Trading breakouts is an art of sorts. However, it is worth putting specific rules around the strategy. The use of additional tools is also welcome here. I personally like to wait for a pullback after breaking through an important level. When the price turns back I wait for a retest of this level in an inverted role. This is where knowledge of candlestick formations comes in handy. They can be the final trigger here to open a position.
Pros and Cons of Trading Breakouts
- 📈 Can offer substantial profit opportunities when executed correctly.
- 🔍 Provides clear entry and exit points for trades.
- 🔄 Can be used in various market conditions and trading styles.
- ⚠️ False breakouts can lead to losses if not identified and managed properly.

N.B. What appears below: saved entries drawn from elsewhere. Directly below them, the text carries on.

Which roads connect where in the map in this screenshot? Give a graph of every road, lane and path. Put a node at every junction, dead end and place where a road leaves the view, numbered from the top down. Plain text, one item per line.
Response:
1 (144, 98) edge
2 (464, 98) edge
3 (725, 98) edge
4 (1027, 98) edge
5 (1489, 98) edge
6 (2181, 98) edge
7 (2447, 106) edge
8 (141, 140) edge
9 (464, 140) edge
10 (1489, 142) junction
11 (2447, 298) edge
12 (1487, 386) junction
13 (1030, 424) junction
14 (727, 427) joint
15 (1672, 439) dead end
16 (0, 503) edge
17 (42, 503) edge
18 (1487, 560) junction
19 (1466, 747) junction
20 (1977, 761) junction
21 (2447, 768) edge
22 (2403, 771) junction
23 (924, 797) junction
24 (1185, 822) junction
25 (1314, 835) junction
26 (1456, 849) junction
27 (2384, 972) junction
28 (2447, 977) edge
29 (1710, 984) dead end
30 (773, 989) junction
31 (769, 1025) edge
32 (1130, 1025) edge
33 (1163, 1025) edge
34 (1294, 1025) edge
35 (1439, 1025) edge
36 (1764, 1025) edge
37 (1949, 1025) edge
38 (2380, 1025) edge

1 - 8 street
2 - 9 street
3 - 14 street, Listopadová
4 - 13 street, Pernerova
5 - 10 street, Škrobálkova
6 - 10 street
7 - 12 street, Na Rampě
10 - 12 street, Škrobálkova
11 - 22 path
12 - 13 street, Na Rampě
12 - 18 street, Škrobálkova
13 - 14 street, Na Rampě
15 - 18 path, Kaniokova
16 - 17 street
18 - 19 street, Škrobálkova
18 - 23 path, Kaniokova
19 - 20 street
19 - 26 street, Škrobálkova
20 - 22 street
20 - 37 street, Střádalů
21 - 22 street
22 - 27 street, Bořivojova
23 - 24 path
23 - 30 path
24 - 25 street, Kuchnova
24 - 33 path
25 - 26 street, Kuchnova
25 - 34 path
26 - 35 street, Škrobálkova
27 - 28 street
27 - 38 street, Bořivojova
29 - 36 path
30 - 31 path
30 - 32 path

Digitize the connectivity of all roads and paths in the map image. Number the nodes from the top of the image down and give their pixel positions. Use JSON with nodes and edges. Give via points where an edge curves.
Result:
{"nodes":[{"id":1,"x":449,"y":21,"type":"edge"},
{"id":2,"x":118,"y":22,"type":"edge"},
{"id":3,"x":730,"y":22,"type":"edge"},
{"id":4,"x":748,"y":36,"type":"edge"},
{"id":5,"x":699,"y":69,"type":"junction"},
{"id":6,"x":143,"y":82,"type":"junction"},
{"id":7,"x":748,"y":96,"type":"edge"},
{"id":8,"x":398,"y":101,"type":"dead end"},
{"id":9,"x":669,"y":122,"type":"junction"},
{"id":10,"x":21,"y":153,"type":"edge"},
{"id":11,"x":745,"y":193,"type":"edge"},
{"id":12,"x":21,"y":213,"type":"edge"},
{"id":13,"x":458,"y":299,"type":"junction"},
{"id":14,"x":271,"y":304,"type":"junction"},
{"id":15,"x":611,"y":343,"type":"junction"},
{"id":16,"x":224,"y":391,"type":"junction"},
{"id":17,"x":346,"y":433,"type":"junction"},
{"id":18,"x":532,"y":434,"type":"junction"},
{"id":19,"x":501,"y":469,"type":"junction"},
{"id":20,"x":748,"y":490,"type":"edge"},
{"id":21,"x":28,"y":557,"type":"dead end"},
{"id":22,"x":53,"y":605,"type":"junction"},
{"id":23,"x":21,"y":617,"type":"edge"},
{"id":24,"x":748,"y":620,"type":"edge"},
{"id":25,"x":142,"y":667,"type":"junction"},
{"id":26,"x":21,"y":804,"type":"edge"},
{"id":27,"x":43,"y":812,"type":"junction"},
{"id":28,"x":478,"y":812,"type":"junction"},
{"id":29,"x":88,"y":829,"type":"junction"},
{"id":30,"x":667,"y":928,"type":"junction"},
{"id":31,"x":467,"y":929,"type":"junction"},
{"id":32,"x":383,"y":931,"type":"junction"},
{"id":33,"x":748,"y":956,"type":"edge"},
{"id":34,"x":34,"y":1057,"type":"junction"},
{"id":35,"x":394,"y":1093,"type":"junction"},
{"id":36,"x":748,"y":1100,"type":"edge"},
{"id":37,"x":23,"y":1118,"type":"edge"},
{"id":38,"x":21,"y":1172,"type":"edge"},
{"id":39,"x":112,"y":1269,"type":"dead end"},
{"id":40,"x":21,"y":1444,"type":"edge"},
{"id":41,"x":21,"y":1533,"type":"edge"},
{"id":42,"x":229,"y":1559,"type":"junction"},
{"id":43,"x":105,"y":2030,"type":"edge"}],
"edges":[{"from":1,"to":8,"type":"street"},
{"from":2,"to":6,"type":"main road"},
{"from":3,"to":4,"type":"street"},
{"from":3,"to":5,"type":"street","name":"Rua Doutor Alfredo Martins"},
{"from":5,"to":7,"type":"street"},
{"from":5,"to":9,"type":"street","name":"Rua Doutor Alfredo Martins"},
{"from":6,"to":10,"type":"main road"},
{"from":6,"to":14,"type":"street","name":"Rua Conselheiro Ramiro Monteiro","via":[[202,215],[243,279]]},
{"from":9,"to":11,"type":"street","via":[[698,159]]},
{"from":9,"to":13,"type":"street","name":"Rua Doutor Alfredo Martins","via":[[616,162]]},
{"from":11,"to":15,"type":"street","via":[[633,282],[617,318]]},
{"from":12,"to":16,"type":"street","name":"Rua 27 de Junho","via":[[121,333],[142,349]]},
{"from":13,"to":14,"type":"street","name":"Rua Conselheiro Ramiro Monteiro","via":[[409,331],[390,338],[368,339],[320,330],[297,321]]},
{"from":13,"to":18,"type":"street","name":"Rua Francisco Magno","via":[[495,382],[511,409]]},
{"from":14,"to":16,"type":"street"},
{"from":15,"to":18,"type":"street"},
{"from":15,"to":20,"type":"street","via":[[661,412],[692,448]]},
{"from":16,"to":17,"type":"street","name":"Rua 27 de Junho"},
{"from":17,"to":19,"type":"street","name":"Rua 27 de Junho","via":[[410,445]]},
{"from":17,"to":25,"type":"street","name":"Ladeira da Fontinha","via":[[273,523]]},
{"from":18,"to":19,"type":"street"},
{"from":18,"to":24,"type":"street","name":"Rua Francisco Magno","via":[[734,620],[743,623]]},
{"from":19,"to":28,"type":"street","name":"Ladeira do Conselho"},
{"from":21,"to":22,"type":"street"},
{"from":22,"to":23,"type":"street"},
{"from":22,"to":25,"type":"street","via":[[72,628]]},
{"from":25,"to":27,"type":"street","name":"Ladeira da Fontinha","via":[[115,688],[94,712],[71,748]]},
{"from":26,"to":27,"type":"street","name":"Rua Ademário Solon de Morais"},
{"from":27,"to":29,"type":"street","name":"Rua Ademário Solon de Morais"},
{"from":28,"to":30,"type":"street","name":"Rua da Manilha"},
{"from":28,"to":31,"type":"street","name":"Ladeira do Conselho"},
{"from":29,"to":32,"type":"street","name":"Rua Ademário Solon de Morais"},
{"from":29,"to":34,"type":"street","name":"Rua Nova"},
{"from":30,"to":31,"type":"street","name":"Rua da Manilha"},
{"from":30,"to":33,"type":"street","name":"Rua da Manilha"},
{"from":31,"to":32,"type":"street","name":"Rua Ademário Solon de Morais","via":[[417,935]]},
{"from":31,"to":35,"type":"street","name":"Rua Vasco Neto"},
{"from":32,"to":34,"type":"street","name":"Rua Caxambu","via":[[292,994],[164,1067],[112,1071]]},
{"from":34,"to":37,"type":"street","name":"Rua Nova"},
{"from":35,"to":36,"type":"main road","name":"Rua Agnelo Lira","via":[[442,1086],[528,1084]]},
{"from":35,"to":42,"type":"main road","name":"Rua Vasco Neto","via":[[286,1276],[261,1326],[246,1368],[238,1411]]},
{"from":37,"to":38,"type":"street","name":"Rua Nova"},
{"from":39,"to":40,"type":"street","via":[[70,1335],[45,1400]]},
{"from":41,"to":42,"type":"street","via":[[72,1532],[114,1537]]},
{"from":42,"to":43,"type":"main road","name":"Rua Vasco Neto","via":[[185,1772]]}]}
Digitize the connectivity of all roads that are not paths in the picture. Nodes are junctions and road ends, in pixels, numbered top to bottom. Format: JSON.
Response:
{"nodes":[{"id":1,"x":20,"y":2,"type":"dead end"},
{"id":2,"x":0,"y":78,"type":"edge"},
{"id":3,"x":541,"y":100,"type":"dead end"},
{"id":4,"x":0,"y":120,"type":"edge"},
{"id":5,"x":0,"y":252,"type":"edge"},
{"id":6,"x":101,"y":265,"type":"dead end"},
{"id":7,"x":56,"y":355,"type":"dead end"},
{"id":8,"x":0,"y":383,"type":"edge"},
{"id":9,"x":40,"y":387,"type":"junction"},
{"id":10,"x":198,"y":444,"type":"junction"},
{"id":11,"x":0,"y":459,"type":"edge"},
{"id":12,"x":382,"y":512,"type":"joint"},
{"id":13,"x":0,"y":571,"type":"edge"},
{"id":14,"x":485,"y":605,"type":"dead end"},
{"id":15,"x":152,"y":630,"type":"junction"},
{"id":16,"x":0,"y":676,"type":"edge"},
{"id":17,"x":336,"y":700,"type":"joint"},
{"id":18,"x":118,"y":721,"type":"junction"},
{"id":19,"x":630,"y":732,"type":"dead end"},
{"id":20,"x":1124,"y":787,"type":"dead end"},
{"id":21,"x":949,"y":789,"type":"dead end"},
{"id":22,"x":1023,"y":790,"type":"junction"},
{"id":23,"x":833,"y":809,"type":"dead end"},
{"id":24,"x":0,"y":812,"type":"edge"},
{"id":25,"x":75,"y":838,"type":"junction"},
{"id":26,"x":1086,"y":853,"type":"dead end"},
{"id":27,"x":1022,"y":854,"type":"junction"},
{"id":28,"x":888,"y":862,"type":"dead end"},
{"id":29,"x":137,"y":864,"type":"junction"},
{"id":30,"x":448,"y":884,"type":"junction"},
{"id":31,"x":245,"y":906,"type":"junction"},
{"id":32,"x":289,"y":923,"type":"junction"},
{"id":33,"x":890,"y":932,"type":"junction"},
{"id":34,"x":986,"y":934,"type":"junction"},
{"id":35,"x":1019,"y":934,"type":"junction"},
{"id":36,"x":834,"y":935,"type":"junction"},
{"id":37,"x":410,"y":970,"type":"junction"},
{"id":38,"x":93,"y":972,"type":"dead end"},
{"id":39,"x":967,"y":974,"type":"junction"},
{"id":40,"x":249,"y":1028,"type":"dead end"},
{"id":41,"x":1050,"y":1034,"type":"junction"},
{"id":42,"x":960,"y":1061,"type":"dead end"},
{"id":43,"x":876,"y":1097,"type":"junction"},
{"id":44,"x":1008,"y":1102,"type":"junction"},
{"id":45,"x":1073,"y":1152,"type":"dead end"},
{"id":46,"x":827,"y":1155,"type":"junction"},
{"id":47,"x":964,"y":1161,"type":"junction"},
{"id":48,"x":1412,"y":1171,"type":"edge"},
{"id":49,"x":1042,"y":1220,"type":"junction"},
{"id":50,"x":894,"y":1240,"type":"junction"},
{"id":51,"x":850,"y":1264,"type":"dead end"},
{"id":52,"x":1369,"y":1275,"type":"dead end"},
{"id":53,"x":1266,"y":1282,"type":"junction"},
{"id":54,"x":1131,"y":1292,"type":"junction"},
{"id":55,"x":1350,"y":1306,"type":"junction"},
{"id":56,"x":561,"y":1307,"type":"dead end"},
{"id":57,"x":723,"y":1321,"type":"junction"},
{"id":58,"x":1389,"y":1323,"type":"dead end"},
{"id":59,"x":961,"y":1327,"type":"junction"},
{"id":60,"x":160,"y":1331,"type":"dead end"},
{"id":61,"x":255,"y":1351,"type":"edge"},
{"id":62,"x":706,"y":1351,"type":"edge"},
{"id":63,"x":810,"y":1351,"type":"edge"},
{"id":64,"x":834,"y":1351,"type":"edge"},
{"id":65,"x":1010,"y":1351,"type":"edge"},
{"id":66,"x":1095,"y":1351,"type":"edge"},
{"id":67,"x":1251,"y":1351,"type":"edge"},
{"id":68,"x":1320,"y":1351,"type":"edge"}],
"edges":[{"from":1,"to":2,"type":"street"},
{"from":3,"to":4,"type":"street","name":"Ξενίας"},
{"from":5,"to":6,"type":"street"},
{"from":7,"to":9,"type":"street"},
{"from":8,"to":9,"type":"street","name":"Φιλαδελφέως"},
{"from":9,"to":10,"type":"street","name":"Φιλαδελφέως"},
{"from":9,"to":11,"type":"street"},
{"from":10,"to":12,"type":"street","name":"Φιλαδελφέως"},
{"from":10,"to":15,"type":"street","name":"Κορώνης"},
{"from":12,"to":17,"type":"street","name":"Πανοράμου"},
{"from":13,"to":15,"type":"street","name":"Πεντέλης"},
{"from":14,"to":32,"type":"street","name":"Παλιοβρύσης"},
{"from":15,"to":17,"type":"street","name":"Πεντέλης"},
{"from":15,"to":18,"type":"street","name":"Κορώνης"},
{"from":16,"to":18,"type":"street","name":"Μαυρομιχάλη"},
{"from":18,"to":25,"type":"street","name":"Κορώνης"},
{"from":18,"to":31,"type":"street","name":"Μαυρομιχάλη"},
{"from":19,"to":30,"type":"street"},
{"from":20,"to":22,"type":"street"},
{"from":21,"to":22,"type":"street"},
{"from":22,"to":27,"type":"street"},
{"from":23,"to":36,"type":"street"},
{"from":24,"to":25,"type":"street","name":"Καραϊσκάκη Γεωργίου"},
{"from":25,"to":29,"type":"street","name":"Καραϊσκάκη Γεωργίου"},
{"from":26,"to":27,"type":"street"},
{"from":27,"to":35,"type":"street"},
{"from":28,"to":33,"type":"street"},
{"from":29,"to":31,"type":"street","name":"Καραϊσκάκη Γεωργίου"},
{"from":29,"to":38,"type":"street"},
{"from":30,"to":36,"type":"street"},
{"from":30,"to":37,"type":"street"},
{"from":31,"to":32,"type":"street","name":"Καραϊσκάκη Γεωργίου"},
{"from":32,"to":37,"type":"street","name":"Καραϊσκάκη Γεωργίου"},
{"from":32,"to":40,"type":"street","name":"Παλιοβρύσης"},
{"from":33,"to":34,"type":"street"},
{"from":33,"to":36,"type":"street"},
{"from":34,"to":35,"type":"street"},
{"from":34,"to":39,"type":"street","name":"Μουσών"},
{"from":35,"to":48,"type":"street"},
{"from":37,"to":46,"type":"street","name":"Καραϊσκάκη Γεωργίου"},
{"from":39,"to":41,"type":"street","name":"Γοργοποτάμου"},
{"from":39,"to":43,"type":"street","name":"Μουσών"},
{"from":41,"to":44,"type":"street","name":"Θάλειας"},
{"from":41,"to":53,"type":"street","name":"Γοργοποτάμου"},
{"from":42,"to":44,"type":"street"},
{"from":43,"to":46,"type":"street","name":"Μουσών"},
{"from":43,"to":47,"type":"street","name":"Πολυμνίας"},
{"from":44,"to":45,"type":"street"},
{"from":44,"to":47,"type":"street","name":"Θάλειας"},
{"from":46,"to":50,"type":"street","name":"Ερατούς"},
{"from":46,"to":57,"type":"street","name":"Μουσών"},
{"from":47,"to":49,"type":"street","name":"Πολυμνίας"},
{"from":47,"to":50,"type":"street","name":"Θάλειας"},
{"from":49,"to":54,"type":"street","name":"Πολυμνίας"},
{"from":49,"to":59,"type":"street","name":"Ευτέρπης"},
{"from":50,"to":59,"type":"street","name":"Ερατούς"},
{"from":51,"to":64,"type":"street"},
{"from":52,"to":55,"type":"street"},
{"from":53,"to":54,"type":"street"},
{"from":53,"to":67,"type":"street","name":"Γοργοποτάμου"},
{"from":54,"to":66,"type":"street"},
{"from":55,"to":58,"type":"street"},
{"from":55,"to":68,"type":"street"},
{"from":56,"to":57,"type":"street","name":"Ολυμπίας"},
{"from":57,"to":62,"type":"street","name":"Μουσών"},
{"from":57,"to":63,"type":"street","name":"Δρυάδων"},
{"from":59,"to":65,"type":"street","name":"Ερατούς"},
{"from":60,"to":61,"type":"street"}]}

- 📉 Requires a thorough understanding of technical analysis and market dynamics.
- 🕰️ Can be time-consuming to monitor and analyze potential breakouts.
|Breakout Trading Tips
|Tools and Indicators
|1. Be patient and wait for confirmation before entering a trade.
|Candlestick patterns and charting tools
|2. Monitor multiple timeframes to avoid false breakouts.
|Moving averages and trend lines
|3. Use a good profit/risk ratio to ensure profitability.
|Risk management tools and stop-loss orders
|4. Practice in a demo account before trading with real money.
|Demo trading platforms
Is breakout trading profitable?
You learned today the anatomy of trading breakouts. After some time spent observing the chart, you will see the breakouts happen frequently. You should also notice they are preceded by price consolidation (the longer consolidation the more aggressive breakout) and followed by retesting of the level.
There is always a risk of a false breakout. That is why you should be cautious when opening trades. Wait for confirmation or check the situation on different timeframes.
Search for breakouts in the IQ Option demo account. You can train there without the risk of losing your money. After some time, you should shift to the real account to gain some profits.
Do you have experience trading breakouts? What assets are best suited for this in your opinion? Be sure to share your thoughts in the comment section below.
Wish you good trading decisions!
Common Questions About Breakout Trading
- Q: How can I identify potential breakouts?
- A: Look for price consolidation, support and resistance levels, and chart patterns that indicate a breakout may occur.
- Q: What are some techniques to avoid false breakouts?
- A: Use multiple timeframes, wait for confirmation, and use technical analysis tools to help identify potential reversals.
- Q: Can breakout trading be used with different trading styles?
- A: Yes, breakout trading can be used in various styles such as scalping, position trading, and intraday trading.
- Q: How can I improve my breakout trading skills?
- A: Practice in a demo account, learn to use technical analysis tools, and study market dynamics and price action.
- Q: What assets are best suited for breakout trading?
- A: Breakout trading can be applied to various assets, including forex, stocks, commodities, and indices. Choose assets with good liquidity and volatility to increase the potential for successful trades.